Second cam disc 16, the second notched disc 18 and voussoir 26 include the second driving and coupled, and uni-directional brake is recessed first
Mouth disk 14 is locked or engaged (when from shown in Fig. 1) relative to during the first cam disc counterclockwise rotates, recessed first
Mouth disk surmounts when being rotated clockwise relative to the first notched disc 14 (when from shown in Fig. 1).
During operating, when electric current is supplied to each coil 24 of electromagnet, the magnetic field carried by respective voussoir 26 makes
Obtain voussoir to pivot radially inwardly toward cam 44, connect so as to close the driving between the second cam disc 16 and the second notched disc 18
Connect.When at least one of which voussoir 26 engages with one of cam 44, the second cam disc passes through voussoir 26, the second notched disc
18 and first cam disc 12 be relatively fixed and do not rotate.
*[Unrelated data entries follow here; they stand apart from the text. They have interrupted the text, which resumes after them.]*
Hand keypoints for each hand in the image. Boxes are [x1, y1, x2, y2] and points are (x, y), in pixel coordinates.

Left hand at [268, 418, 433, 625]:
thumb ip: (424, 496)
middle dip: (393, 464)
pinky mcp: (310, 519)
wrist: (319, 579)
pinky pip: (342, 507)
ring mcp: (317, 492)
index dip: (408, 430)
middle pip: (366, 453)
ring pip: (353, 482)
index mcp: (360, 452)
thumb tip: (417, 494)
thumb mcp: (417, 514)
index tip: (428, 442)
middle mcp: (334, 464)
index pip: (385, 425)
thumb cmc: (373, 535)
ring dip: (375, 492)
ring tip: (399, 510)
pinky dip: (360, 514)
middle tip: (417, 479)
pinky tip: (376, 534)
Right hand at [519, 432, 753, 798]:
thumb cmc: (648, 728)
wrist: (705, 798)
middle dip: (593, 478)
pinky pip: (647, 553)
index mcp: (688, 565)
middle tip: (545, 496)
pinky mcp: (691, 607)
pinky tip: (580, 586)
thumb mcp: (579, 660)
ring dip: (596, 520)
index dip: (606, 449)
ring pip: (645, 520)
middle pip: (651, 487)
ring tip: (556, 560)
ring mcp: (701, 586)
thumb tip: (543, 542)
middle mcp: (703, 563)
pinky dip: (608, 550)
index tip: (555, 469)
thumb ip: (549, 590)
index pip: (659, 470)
When the coil is de-energized, spring 42 causes the second voussoir 26 to pivot the engagement departed from cam 44, each second voussoir
Support (standoff) or block 46 of the contact on the radial surface of the second notched disc 18.Block preferably has relatively low
Magnetic conductivity plastics or other materials.
Because the coil 24 for producing electromagnet has electric current, they must be positioned at the second notched disc 18 as fixed seat ring
It is interior.Because the power of magnetic flux forces voussoir 26 to be engaged with the second notched disc 18, i.e. fixed seat ring, imbalance is not problem, and
And notched disc 18 can be the shape beyond complete circle.
Fig. 4 shows one of them second voussoir 26 being formed in the recess 50 of the second notched disc 18, due to weight
Power Fs influence caused by power and spring 42, voussoir depart from the cam 44 and contact blocks 46 of the second cam disc 16.14-16 assemblies
Voussoir 26 is also forced to dissociate in the rotation surmounted for voussoir 26 on direction.Each spring 42 is formed at the cylinder on disk 18
In connected in star 52.
For each recess 50 formed with cylindrical concave 54, the complementary convex surface of voussoir 26, which pivots, is placed in recessed cylindrical surface 54
On.Each recess 50 is also formed with guiding voussoir 26 to move and limit its cylindrical concave 56 moved radially.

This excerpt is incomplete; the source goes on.